RIP: The Hairhole 2008-2013

This weekend marks the final live shows at local DIY performance and rehearsal space the Hairhole. Last month word arose that the owner of the building had sold the space and that the building was set for demolition. While I’ve heard some debate on when the building will face the wrecking ball (one source said the middle of this month), I do have something to say about it.

While there was a show previous to its widely considered opening date, the first show I remember was an afternoon show in August 2008 with Times New Viking and local band Dirtmotor (featuring a very young Jamie Davis on guitar – now of Hott Lunch). While there had been some ups and downs in terms of shows, I was introduced to a number of local bands there ranging from HC punk (Gran Mal) to 80s influenced thrash metal (Battlement) to more experimental thngs (the 48 Hur Bandathon in November 2010). Also, there were a number of touring bands I first saw there from the hardcore meets noise of Minneapolis band Serenghetto, to the poppy punk of Big Fiction. While admittedly the space wasn’t perfect, over time it did feel like home to some degree.

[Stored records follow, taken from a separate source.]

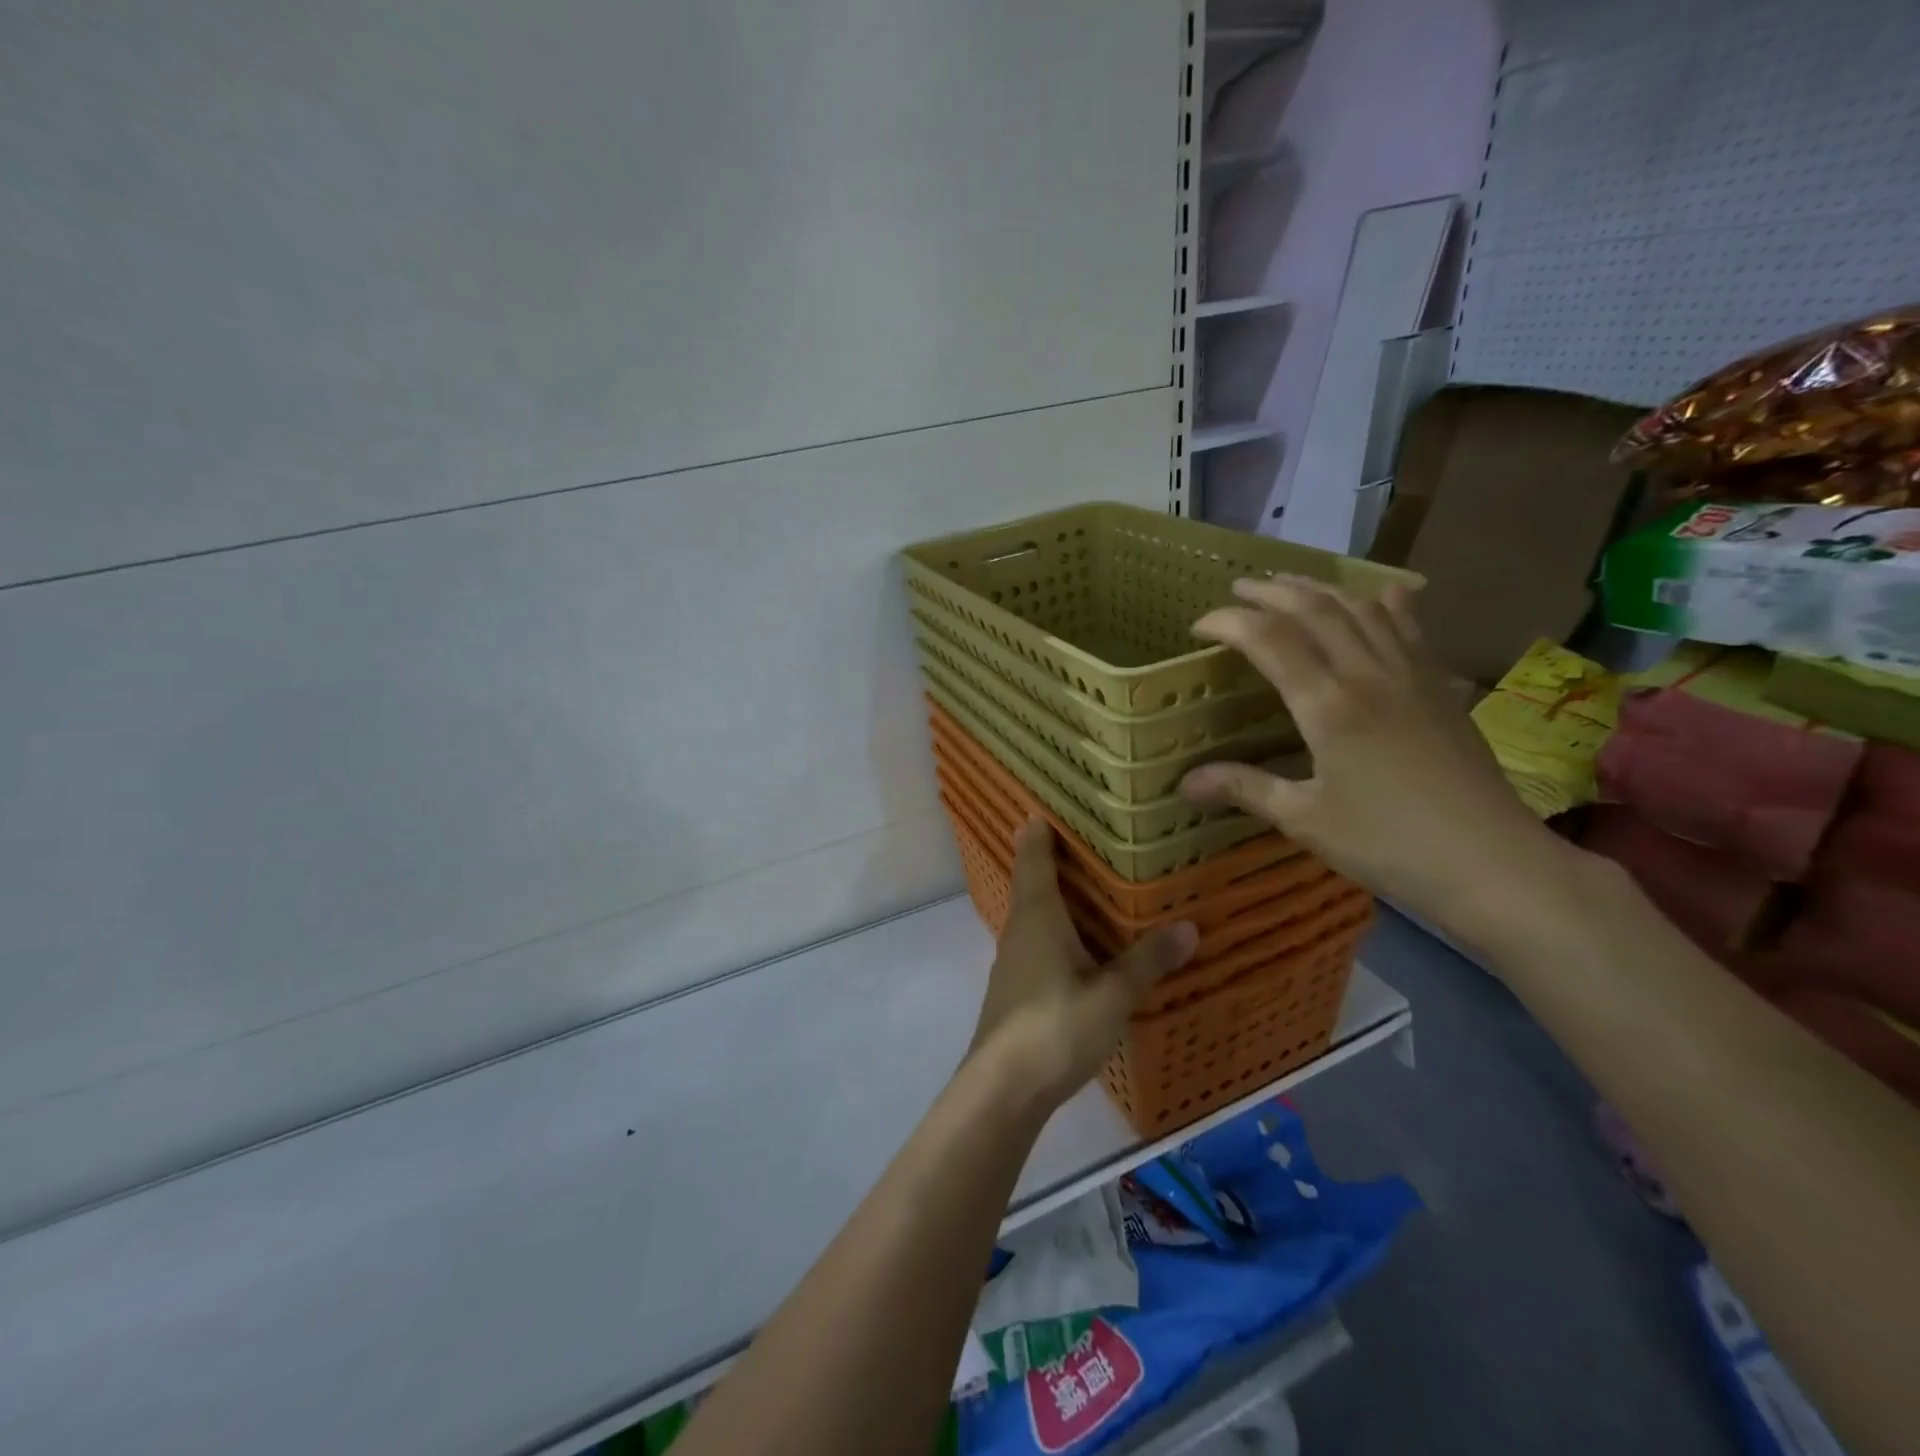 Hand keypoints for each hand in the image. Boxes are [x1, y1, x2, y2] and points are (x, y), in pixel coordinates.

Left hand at [970, 820, 1197, 1110]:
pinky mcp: (1015, 989)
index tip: (1041, 807)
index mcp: (1038, 916)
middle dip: (1047, 860)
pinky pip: (1035, 942)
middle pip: (1030, 883)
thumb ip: (1148, 961)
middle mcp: (1020, 929)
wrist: (1004, 1086)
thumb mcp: (1112, 994)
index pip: (1033, 859)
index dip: (1037, 833)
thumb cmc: (1056, 1026)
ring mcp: (1013, 961)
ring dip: (1050, 896)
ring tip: (1084, 887)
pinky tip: (1074, 945)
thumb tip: (1189, 927)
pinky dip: (1053, 930)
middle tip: (1077, 839)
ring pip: (1032, 915)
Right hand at [1179, 577, 1561, 942]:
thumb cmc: (1388, 844)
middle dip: (1270, 592)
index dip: (1228, 622)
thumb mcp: (1305, 819)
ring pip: (1361, 608)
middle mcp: (1368, 674)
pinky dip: (1386, 603)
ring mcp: (1412, 675)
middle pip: (1314, 608)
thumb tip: (1184, 783)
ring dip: (1320, 588)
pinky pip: (1410, 627)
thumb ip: (1245, 788)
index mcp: (1328, 705)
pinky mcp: (1441, 686)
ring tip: (1291, 585)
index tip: (1199, 627)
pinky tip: (1382, 594)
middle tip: (1238, 589)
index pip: (1268, 639)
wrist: (1492, 862) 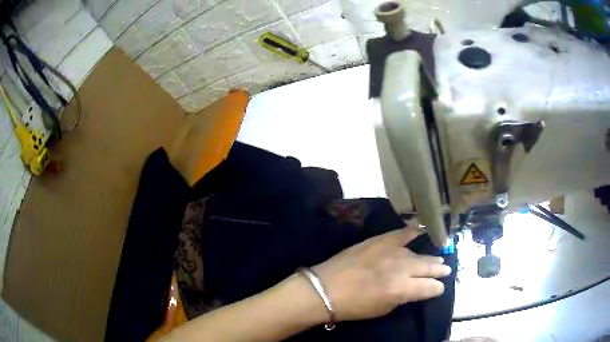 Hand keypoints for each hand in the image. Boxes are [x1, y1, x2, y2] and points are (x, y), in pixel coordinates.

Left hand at [312, 225, 451, 321]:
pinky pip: (402, 233)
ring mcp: (392, 251)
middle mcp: (402, 268)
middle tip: (445, 270)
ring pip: (418, 254)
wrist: (326, 288)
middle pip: (428, 267)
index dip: (436, 288)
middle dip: (439, 270)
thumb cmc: (354, 306)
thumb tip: (414, 289)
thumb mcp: (383, 309)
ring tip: (438, 259)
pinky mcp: (380, 240)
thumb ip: (403, 297)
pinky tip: (423, 227)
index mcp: (403, 289)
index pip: (431, 287)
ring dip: (430, 258)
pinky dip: (414, 230)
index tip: (438, 288) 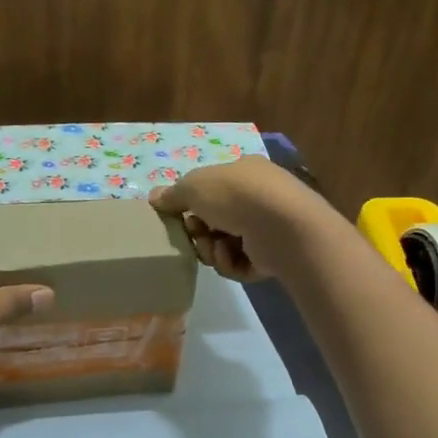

Which leads to this weekend shows, which can be seen as both a sad and celebratory occasion. It’s sad in that a local space to see bands that might not get a chance anywhere else in Columbia will soon be gone. However, for a DIY space to last roughly four and a half years is a pretty damn good run. Lots of similar spaces both in Columbia and elsewhere has come and gone in less time than that. The No Cast lasted about a year (2006-2007). The legendary What’s This lasted three years (1986-1989). Lots of others came and went in a flash. With this in mind, the run of the Hairhole is something to be proud of.

Eventually another space or two may open on the DIY level for bands to play and rehearse. While I have heard rumors already, I’ll err on the side of caution and believe it when I learn of a show.

So, in roughly 48 hours, the Hairhole will be history and exist only in people’s memories. A wide range of emotions will emerge in the people involved, but inevitably I think, for all the pros and cons that such a place can have, those who helped keep things going should be proud of what got accomplished in a space like that, a shoestring budget, and some desire to see something happens.

As for what’s up ahead, that’s anybody’s guess.